[Provided entries]

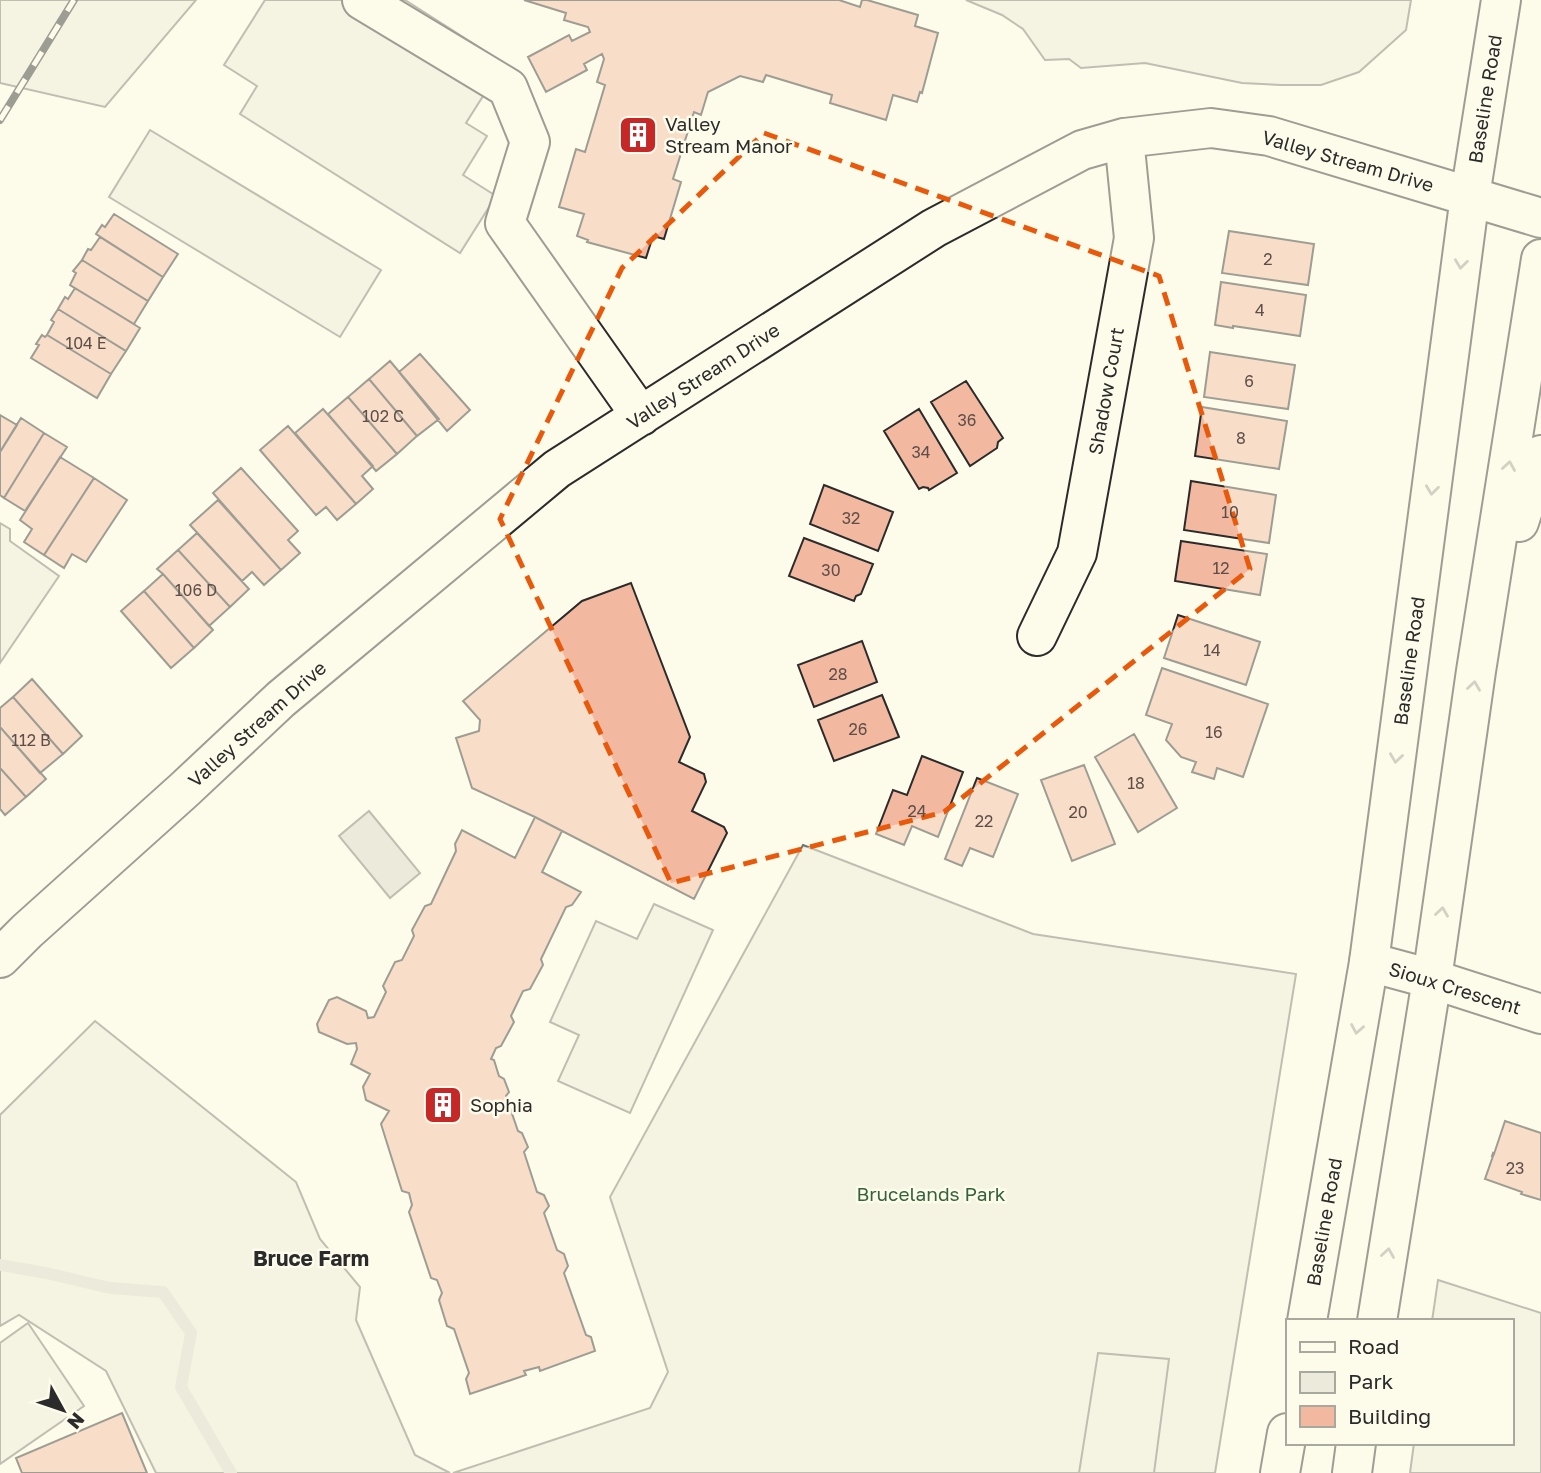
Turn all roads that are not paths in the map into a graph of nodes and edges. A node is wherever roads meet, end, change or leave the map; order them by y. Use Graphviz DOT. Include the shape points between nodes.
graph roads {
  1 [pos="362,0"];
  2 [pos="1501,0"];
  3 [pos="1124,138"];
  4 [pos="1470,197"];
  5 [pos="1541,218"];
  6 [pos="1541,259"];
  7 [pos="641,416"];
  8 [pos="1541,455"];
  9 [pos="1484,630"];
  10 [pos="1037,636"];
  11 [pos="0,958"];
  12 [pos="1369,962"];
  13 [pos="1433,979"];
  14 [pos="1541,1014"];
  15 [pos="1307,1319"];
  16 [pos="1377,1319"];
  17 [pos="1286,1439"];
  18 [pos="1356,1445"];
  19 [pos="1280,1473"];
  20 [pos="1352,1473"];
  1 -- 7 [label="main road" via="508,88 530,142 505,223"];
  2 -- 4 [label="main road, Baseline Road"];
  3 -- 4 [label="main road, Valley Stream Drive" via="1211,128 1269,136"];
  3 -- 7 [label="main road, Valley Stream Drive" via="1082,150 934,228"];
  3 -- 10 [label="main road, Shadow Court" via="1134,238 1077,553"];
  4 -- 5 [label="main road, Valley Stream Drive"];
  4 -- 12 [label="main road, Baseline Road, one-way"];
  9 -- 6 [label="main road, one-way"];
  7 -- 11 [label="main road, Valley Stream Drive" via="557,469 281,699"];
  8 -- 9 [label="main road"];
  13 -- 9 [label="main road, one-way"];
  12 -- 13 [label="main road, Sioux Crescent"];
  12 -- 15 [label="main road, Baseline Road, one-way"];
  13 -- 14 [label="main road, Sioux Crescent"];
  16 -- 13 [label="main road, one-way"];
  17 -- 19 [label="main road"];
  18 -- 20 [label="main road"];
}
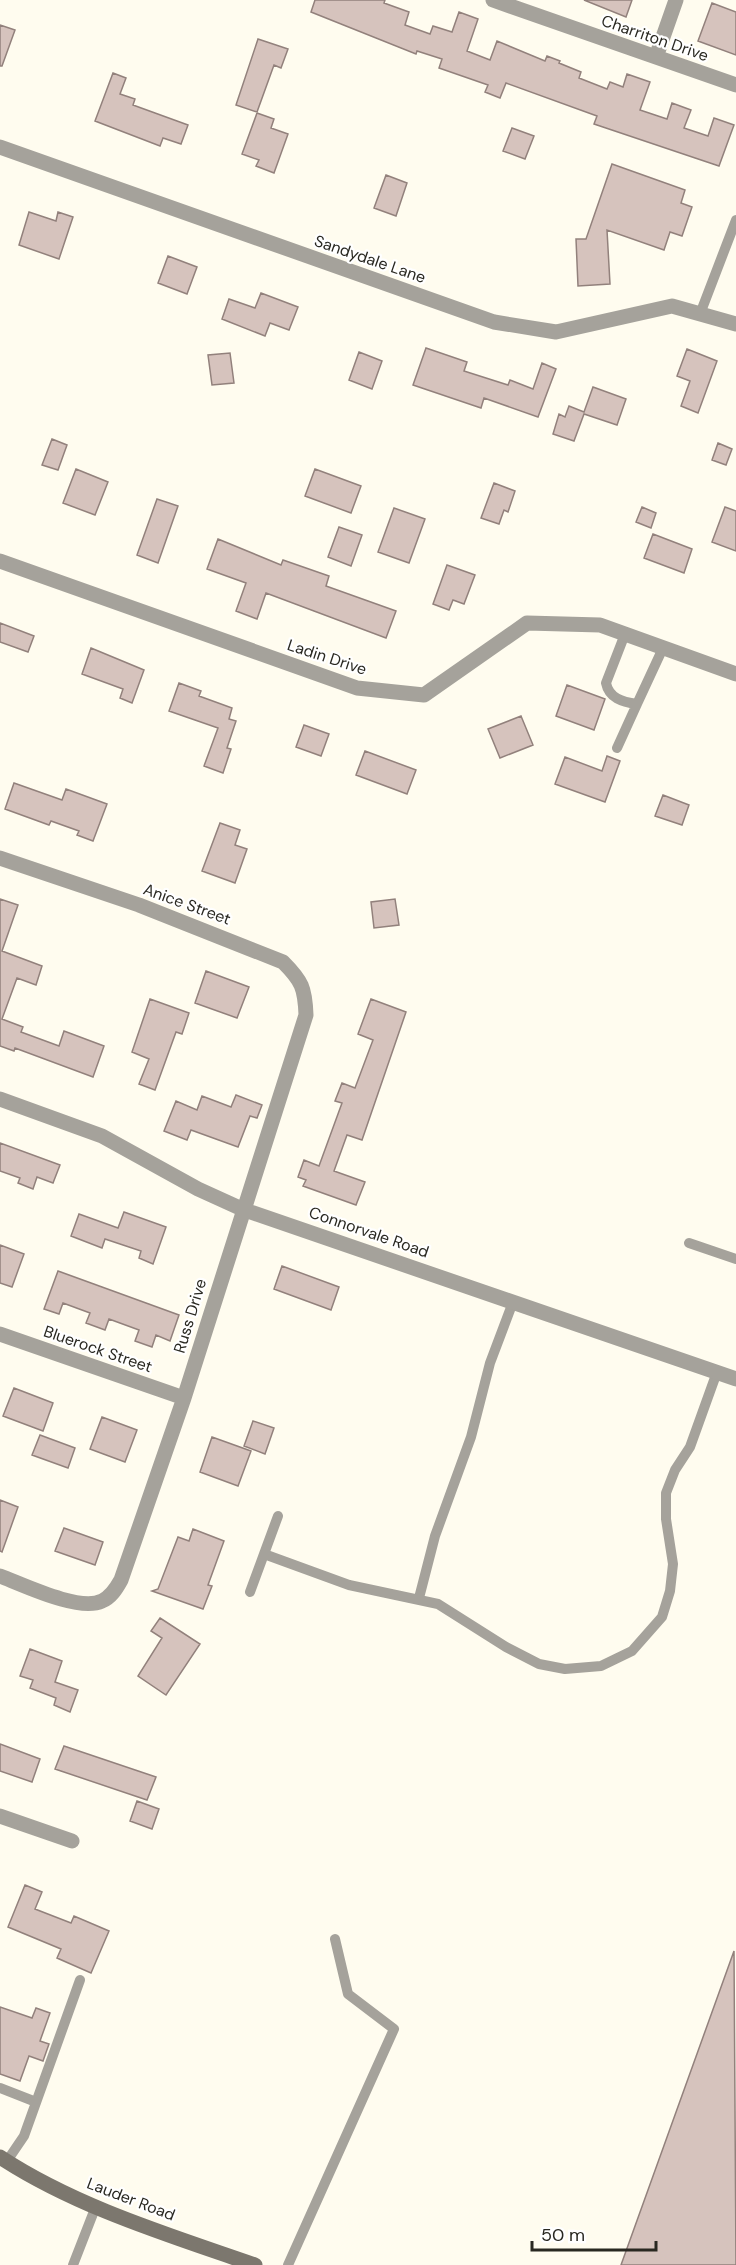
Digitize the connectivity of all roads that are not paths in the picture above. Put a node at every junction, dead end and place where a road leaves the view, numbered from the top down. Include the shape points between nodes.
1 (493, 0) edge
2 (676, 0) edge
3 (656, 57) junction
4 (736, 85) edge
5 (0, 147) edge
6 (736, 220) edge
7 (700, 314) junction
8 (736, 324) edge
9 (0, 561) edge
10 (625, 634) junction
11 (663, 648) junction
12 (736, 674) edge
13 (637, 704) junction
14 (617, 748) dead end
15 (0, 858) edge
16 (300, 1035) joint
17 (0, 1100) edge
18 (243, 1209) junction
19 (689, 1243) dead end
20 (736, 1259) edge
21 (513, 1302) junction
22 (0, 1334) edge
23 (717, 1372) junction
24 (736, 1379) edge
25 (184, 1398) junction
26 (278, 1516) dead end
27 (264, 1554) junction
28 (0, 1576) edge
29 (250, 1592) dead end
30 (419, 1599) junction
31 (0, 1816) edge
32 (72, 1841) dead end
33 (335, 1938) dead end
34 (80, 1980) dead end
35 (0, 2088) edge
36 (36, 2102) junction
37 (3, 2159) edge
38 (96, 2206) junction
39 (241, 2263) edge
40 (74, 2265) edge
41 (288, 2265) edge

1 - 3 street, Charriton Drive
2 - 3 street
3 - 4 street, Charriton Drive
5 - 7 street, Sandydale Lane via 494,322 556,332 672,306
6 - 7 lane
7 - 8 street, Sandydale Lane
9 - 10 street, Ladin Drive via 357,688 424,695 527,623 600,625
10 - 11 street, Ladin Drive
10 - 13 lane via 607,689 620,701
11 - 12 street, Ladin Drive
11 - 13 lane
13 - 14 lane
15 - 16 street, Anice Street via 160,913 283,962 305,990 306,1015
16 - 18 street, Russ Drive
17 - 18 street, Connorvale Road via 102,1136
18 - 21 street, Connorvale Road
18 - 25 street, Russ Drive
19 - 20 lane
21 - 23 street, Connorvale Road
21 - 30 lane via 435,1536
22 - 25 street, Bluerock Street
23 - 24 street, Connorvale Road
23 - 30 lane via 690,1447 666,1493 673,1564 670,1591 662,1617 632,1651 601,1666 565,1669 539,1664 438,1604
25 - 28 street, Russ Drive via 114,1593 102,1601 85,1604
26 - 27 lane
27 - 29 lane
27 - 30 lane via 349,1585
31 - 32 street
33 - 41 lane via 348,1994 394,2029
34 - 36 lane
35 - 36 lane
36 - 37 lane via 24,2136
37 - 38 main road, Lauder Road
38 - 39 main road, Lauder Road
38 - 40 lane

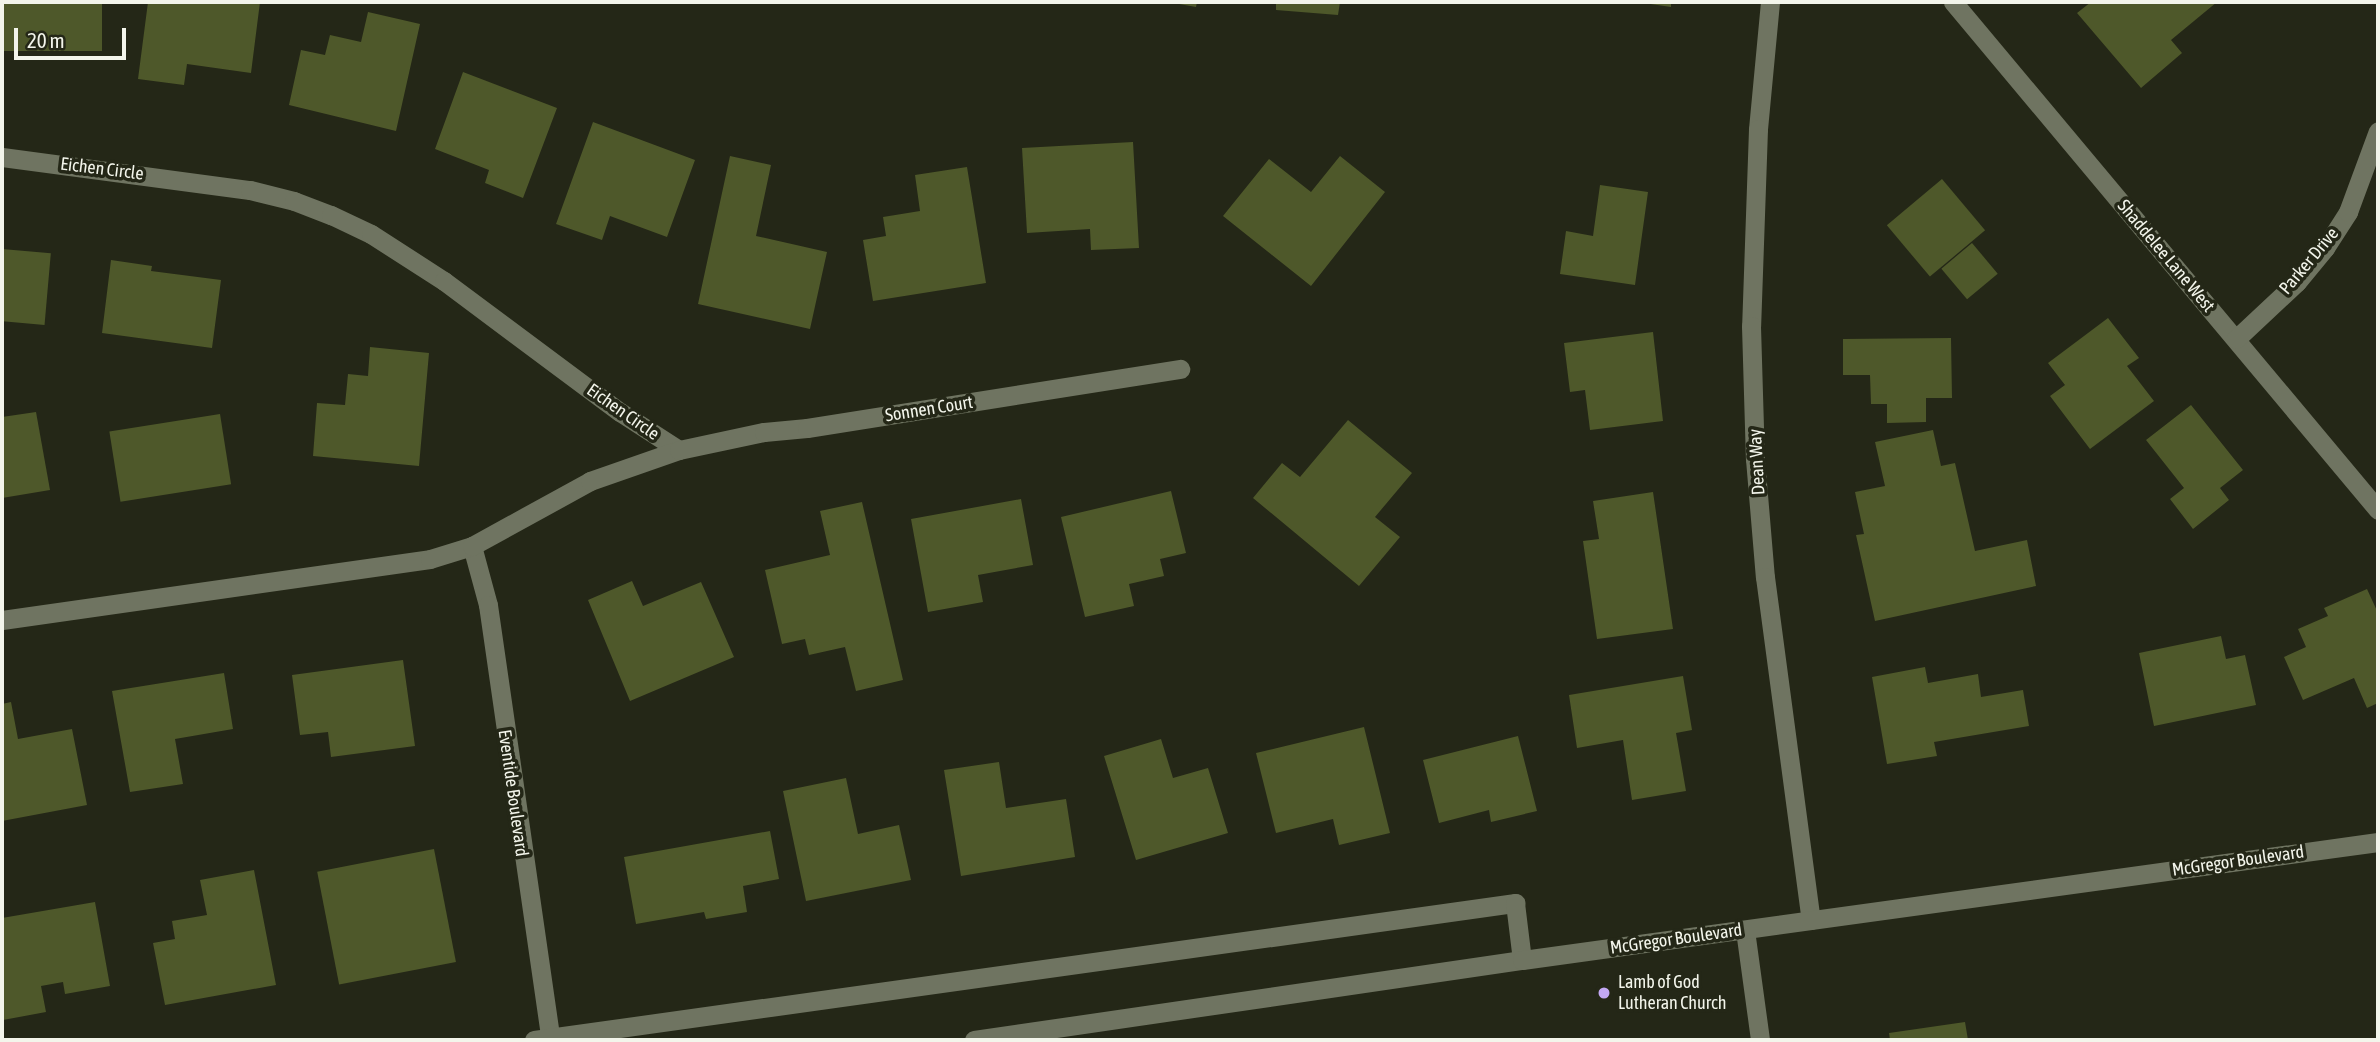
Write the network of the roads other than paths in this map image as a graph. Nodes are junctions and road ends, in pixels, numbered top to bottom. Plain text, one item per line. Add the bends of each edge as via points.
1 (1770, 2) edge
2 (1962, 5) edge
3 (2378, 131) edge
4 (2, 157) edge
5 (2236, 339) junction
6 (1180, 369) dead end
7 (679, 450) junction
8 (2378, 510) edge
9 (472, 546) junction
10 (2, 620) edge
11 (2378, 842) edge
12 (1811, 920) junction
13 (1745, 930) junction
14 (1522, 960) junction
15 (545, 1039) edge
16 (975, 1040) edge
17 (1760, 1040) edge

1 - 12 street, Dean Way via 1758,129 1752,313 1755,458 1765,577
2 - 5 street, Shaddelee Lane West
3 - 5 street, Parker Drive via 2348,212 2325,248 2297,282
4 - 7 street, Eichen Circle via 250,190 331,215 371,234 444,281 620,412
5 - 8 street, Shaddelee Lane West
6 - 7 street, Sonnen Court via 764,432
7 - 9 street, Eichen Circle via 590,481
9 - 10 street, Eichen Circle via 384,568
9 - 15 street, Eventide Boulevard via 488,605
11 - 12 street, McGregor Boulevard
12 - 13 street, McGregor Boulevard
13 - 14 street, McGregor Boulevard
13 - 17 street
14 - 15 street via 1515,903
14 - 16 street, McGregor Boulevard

[/Provided entries]

_Aim of the task:_ Every line of the material that holds "numbered" should be copied out as the answer.

_Exercise response:_
Digitize the connectivity of all roads that are not paths in the picture above. Put a node at every junction, dead end and place where a road leaves the view, numbered from the top down. Include the shape points between nodes.
Write the network of the roads other than paths in this map image as a graph. Nodes are junctions and road ends, in pixels, numbered top to bottom. Plain text, one item per line. Add the bends of each edge as via points.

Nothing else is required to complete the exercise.